Sant'Angelo opened his own ready-to-wear business in 1966. He experimented with knits, and developed new fabrications with textile mills like DuPont. He also collaborated with textile converters like Crantex, to create his own prints, and leather makers like Calderon, for his accessories. He cited various native and ethnic cultures as the inspiration for his collections, like the American Indian or the Bohemian Gypsy. But his most important contribution to modern women's clothing at the time was his liberating construction techniques and his use of stretch fabrics. He rejected the traditional shift with the zipper-up-the-back, and instead, designed clothing that wrapped, tied, hung or clung to the body. He didn't simply design clothes, he ornamented the body and made fantasy wearable. He made couture pieces for celebrities and entertainers as well. Eventually, he started to license his name and expand into cheaper, more affordable clothing. The first line was called Sant'Angelo 4U2, which were less expensive versions of his fantasy pieces. Then there was the 'Marjer Parts' line, which was also more affordable, but more trend-influenced. Later, he dropped the 'di' from his last name and licensed out his name as Giorgio Sant'Angelo. Unfortunately, much of that clothing did not have his own hand involved, and instead, was overly commercial and did not possess his innovative signature.

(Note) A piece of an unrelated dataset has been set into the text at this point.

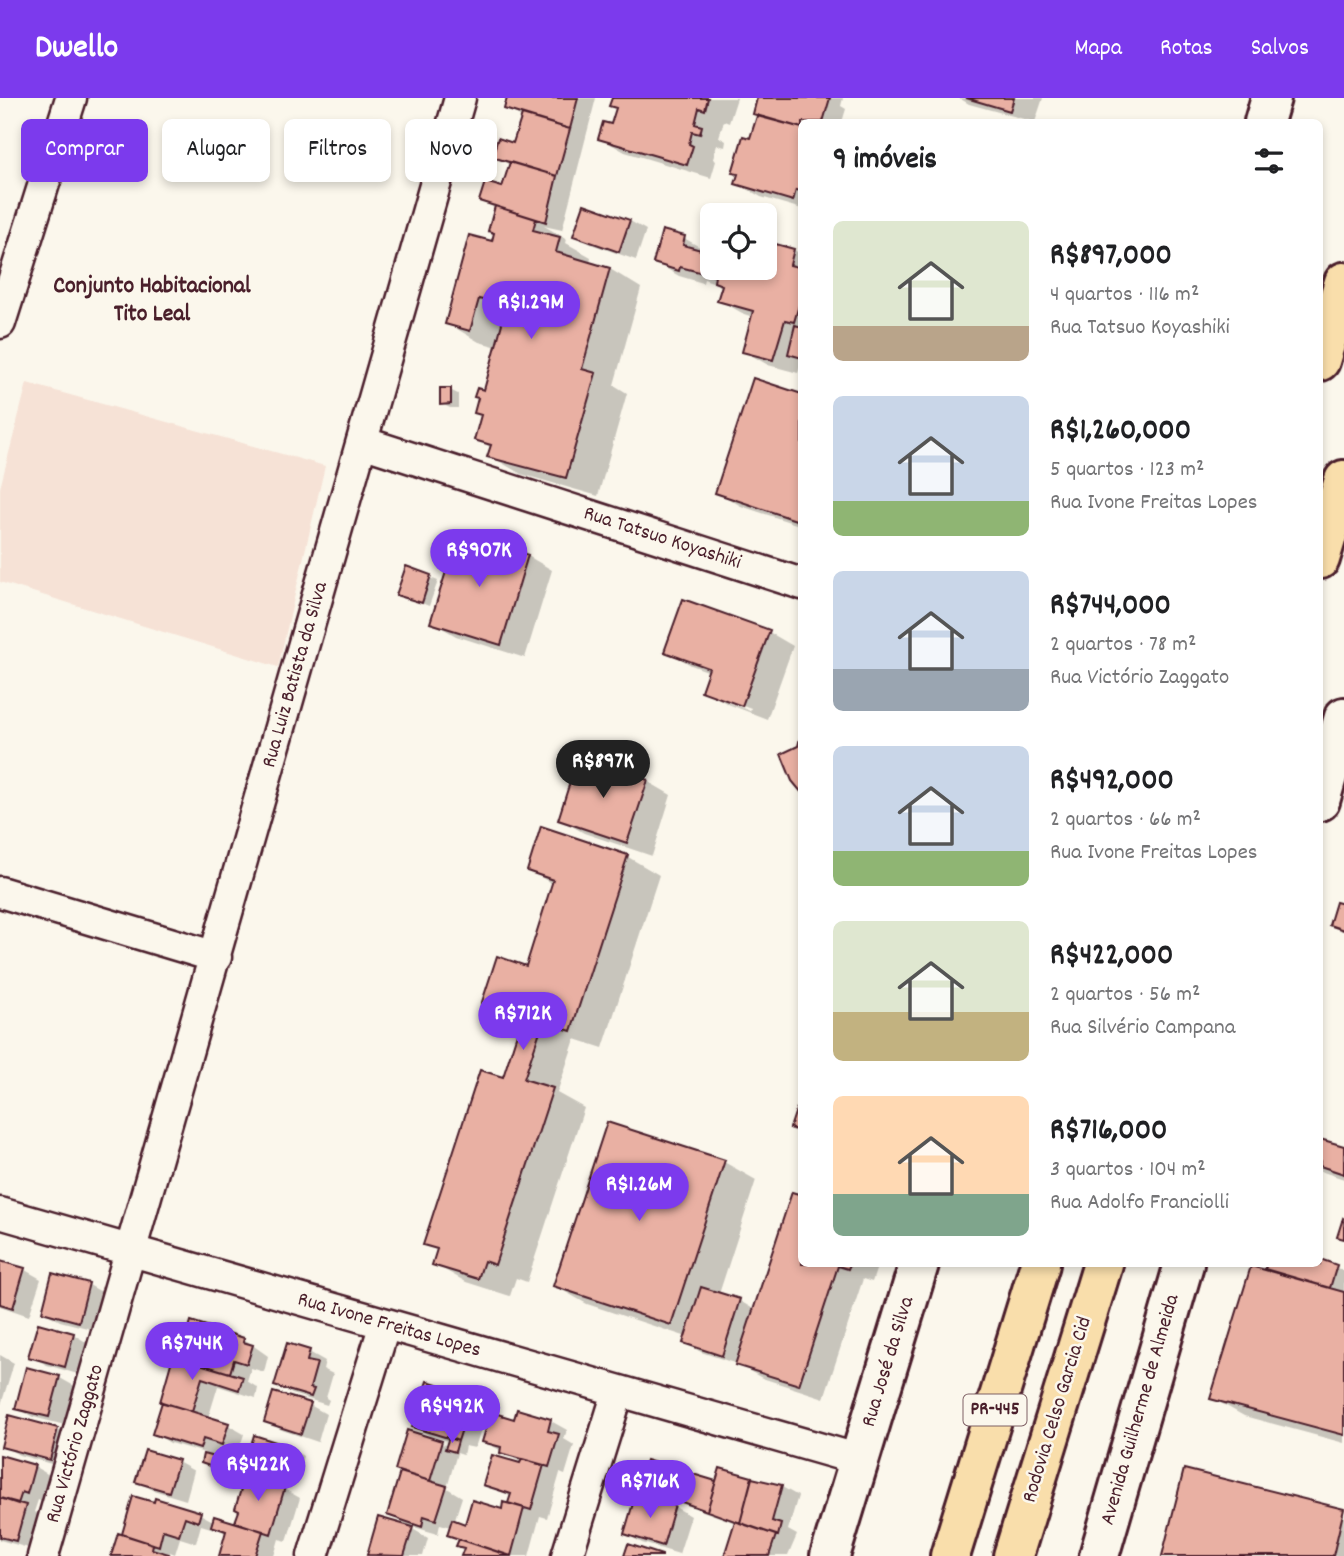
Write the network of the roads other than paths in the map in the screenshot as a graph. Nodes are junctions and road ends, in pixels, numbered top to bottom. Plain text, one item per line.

In 1976, Sant'Angelo befriended guitarist Michael Laucke, whom he met through jewelry designer, philanthropist and former fashion model Elsa Peretti, and Sant'Angelo frequently hired Laucke to play at the launching of his new lines in New York, setting "the pace for a more subdued Sant'Angelo".

== Comeback ==
In the mid-1980s, Sant'Angelo added the "di" back to his last name and continued to design his high end signature line. Made almost entirely out of stretch knits, critics hailed it, confirming the return of his influence. The versatile, wrap stretch pieces of clothing, in unique materials, colors and patterns, proved an antidote to the overly tailored styles of the time.

He lived in Manhattan in his later years. He died of lung cancer at St. Luke's-Roosevelt Hospital Center at the age of 56. Designers like John Galliano and Marc Jacobs cited him as an influence and he was given a plaque on the 7th Avenue walk of fame along with his contemporaries such as Halston and Stephen Burrows.